Sviluppo di nuove strategie antibatteriche: ecco qual è la situazione attuale

Dopo l’interesse suscitato dal nostro articolo sull’identificazione di una nuova molecola antibiotica, abbiamo deciso di tornare sull’argomento. Ecco una carrellata sulle nuove strategie in corso di sperimentazione, per arrivare ad avere nuove molecole ad attività antibatterica da usare nei pazienti.

Medical Facts continuerà a sollecitare la vostra attenzione, e in particolare quella degli operatori sanitari, sulla necessità di usare in modo intelligente gli antibiotici. La nostra testata, però, non ha nel proprio DNA la filosofia di creare allarmismo più o meno giustificato. Tutt’altro: noi vogliamo rendere consapevole chi ci legge di alcune realtà in ambito medico, analizzando in modo critico, o meglio, scientifico, quello di cui ci occupiamo. Non solo brutte notizie che creano allarme, quindi. Anche aggiornamenti su possibili misure messe in pratica per contrastare gli eventi negativi che ci preoccupano. È proprio questo il caso dell’articolo di oggi, che si focalizza sulla descrizione di alcune linee di ricerca per arrivare a molecole con attività antibatterica. Una recentissima revisione della letteratura scientifica pubblicata su Nature Reviews Microbiology ci sarà, come al solito, d’aiuto.

La difficoltà aguzza l’ingegno

Immaginate di trovarvi di fronte a un problema di natura pratica. Non so: per chi di voi è bravo nel bricolage, potrebbe per esempio essere la costruzione di un nuovo congegno (un misto fra uno scivolo e un’altalena), per far divertire i vostri bimbi. Nel costruirlo, vi accorgete però di non riuscire a conciliare il movimento a pendolo dell’altalena con la pendenza necessaria allo scivolo. Dovete inventarvi qualcosa (non chiedetemi cosa!). Quali alternative avete? Direi sostanzialmente due, caratterizzate da diversi livelli di difficoltà e, ovviamente, con probabilità di successo diverse e non facilmente prevedibili. La prima è adattare quanto già sapete e quanto già è stato fatto da altri alla risoluzione del vostro problema. L’altra, invece, è quella di trovare soluzioni nuove, magari più rischiose, ma che vi permetteranno di risolvere in modo originale il problema.
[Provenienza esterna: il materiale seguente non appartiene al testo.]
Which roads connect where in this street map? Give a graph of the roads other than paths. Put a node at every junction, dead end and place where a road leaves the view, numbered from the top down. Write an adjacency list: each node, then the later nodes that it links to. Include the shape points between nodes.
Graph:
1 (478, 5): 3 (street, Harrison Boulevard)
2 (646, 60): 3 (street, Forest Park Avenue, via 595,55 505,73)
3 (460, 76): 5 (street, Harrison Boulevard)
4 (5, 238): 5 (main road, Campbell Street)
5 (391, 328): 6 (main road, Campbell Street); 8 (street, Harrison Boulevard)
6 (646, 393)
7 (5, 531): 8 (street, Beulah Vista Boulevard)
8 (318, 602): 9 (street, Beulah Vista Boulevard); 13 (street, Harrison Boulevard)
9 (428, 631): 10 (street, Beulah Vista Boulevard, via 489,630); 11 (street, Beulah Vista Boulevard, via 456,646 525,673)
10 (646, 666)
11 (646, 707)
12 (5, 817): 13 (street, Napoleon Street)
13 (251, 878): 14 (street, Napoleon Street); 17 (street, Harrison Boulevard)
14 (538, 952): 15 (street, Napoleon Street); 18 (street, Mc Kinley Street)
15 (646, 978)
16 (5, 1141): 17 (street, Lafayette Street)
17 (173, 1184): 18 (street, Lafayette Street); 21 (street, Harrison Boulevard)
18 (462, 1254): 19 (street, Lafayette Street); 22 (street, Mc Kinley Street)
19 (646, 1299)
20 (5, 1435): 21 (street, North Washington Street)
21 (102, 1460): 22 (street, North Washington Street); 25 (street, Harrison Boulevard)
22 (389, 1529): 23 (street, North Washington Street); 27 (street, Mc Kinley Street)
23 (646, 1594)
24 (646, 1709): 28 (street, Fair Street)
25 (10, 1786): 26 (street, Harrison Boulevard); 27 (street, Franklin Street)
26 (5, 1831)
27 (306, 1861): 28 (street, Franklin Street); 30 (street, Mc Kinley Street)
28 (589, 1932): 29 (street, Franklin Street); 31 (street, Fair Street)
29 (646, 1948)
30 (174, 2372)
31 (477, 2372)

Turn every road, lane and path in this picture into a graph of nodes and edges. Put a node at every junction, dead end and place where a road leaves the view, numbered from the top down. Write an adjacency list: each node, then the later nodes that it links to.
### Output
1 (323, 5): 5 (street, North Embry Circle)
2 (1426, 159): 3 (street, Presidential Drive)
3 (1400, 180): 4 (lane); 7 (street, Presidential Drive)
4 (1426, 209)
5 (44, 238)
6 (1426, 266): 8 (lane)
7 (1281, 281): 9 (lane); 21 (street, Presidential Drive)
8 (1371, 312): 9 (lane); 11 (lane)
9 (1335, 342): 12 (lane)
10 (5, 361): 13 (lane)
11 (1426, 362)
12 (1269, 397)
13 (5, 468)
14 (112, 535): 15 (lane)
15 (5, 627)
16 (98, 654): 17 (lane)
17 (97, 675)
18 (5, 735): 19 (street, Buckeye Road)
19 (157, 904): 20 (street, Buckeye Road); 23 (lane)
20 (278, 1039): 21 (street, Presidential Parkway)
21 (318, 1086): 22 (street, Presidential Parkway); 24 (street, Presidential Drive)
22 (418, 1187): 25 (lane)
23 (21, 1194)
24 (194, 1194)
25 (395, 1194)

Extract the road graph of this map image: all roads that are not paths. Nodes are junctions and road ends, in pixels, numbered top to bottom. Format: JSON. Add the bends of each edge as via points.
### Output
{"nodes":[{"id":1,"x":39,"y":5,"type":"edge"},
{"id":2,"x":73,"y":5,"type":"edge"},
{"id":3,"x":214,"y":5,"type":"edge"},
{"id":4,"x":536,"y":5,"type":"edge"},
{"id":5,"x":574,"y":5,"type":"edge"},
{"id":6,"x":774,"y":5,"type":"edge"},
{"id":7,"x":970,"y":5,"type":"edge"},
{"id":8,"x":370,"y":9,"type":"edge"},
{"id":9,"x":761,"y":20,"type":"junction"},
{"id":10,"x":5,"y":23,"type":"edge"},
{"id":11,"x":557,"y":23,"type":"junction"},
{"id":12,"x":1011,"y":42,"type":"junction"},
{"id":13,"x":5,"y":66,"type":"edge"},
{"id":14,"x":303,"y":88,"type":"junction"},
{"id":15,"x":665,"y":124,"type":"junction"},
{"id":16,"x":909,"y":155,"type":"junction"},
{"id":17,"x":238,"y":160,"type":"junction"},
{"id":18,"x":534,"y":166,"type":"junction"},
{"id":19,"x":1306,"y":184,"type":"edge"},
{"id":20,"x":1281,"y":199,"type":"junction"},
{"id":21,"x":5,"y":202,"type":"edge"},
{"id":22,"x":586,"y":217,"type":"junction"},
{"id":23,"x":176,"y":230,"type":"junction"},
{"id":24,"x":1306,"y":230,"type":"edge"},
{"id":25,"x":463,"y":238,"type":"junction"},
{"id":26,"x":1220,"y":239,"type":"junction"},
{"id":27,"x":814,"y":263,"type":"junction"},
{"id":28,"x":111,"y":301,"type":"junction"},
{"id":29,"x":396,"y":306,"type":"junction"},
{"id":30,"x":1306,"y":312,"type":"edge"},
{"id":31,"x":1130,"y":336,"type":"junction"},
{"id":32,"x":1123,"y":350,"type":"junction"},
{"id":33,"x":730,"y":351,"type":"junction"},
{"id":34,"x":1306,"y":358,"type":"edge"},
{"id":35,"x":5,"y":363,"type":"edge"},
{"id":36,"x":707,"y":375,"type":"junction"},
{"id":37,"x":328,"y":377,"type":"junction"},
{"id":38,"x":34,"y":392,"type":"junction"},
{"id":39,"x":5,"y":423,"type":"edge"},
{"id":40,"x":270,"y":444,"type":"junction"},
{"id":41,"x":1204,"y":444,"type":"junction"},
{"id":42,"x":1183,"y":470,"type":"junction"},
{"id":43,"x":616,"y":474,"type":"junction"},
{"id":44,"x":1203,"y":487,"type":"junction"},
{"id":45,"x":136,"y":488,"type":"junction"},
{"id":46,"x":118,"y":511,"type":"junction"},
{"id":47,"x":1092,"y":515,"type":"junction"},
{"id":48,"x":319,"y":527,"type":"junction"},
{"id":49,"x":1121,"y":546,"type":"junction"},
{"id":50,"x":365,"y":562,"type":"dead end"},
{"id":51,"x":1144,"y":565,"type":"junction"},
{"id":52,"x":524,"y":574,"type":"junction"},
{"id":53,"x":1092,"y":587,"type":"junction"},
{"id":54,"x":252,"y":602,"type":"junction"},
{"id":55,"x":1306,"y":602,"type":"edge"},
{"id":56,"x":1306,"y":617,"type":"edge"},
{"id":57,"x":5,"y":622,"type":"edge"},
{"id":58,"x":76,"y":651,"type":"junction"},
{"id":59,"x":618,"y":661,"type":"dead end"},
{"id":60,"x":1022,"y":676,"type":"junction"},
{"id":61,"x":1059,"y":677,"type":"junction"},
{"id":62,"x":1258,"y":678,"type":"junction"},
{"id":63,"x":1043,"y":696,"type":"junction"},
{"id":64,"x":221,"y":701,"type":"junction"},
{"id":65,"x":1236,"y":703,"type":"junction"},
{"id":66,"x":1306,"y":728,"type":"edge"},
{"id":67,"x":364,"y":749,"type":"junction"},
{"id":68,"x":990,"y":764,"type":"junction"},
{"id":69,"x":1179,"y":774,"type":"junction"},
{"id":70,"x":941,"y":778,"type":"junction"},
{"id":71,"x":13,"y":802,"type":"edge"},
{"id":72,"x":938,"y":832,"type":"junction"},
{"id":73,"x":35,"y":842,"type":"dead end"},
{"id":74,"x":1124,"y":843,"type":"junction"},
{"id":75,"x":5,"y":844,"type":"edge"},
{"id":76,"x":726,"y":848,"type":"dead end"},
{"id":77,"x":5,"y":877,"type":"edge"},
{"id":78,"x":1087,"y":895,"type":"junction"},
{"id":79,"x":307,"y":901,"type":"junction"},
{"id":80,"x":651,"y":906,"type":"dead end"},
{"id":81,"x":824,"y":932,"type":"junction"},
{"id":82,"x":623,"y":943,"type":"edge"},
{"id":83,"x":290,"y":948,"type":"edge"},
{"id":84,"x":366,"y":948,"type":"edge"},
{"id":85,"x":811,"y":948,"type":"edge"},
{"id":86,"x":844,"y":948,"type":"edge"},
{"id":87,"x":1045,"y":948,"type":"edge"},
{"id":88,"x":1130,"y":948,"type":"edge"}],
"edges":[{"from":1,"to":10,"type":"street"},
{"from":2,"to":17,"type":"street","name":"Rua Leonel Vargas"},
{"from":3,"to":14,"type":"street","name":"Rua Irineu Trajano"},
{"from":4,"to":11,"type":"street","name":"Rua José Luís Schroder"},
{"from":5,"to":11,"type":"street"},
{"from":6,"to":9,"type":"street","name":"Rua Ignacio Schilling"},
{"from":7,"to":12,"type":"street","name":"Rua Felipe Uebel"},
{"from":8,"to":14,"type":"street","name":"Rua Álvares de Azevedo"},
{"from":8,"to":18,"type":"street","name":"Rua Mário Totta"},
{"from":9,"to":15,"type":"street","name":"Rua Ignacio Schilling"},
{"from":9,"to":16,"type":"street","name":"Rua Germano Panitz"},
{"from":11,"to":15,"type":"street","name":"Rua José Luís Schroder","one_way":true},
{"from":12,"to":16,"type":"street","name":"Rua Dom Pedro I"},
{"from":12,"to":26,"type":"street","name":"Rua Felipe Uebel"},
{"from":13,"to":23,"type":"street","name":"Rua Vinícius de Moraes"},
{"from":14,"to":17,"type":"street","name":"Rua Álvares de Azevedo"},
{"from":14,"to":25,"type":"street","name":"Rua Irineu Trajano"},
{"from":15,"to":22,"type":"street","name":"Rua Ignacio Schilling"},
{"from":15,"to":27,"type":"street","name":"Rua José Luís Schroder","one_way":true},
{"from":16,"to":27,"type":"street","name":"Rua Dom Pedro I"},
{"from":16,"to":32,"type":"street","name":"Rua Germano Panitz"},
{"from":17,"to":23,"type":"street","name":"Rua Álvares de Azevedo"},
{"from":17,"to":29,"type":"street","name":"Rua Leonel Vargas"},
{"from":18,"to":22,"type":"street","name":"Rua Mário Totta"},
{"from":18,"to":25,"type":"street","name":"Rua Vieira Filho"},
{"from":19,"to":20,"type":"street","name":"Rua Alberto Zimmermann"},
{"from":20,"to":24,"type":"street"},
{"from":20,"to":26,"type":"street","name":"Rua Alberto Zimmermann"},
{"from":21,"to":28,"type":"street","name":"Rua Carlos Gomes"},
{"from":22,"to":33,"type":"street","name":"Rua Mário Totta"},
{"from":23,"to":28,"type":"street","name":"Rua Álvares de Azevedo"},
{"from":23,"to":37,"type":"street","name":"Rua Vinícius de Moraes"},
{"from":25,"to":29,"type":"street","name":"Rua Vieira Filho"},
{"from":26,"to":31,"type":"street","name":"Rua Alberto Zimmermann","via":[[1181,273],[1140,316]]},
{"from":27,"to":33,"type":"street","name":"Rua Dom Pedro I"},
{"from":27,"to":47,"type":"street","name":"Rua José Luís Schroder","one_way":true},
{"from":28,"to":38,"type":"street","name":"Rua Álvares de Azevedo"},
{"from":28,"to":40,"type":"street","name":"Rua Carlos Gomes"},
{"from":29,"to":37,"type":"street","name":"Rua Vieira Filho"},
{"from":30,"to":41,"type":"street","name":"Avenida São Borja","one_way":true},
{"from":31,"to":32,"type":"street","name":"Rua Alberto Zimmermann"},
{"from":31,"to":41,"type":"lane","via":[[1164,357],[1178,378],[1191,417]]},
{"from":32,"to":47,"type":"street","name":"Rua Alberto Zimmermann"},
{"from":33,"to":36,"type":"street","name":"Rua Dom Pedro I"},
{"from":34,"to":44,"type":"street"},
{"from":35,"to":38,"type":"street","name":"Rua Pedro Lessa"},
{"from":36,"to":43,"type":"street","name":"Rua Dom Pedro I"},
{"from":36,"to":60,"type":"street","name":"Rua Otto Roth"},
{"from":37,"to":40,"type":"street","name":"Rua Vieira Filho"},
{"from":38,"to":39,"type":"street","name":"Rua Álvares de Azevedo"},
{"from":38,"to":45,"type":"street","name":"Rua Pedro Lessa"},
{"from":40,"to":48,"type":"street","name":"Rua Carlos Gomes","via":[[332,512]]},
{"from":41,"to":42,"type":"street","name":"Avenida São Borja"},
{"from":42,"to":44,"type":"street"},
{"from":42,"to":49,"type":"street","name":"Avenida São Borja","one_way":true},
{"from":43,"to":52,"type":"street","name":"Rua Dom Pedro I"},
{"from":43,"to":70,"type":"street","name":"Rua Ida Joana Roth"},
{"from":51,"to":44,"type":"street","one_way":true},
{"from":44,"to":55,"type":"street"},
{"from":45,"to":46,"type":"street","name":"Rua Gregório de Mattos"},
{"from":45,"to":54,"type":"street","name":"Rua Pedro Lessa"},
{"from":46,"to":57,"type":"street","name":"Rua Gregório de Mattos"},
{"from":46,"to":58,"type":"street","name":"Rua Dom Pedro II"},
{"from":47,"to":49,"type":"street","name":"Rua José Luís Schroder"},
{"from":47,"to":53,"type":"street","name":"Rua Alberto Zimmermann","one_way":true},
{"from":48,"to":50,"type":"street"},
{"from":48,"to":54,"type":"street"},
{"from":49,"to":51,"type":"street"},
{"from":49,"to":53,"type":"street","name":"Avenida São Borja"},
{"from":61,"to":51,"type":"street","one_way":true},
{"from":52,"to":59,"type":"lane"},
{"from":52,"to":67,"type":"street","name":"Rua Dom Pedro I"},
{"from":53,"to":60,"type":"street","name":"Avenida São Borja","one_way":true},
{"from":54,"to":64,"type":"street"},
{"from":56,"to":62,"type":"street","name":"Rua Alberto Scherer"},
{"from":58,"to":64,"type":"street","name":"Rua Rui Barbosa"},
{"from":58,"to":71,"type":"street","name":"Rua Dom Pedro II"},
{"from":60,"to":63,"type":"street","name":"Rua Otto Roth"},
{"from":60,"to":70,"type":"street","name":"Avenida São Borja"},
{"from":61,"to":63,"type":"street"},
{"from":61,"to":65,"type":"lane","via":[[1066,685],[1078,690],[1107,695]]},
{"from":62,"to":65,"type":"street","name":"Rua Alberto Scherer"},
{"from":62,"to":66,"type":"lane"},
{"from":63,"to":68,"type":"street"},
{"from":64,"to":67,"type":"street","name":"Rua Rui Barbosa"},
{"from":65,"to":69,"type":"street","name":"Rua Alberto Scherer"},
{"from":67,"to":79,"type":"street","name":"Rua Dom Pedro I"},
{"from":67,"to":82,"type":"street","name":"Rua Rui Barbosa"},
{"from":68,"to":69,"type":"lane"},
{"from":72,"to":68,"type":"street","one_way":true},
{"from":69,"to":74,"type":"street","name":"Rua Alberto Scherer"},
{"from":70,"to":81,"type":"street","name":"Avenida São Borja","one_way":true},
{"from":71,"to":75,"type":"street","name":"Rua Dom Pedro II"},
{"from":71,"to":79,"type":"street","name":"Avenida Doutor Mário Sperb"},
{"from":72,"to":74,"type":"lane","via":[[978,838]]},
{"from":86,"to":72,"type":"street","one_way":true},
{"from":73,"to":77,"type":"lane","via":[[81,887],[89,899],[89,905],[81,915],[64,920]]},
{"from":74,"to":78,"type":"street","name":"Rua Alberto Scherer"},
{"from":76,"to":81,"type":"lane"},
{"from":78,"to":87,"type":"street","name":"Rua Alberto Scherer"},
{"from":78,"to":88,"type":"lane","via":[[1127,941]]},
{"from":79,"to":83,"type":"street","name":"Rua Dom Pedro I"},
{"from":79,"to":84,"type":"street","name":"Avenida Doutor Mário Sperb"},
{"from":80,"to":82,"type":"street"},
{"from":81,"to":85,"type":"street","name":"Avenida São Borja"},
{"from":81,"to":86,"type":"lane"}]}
Questa è esattamente la situazione di fronte alla quale ci pone la diffusione delle resistenze agli antibiotici dal punto di vista dello sviluppo di nuove molecole o strategie efficaci. Una è l’identificazione di nuove molecole che agiscano in modo simile a quelle che già abbiamo: questa è una strada di cui si conoscono i potenziali vantaggi (per esempio, uccidere i batteri o rallentarne la crescita), ma anche possibili svantaggi, non ultima, per l’appunto, lo sviluppo di resistenze. L’altra, invece, è quella di pensare a strategie del tutto nuove, che prendano spunto da aspetti della fisiologia dei batteri che attualmente non sfruttiamo.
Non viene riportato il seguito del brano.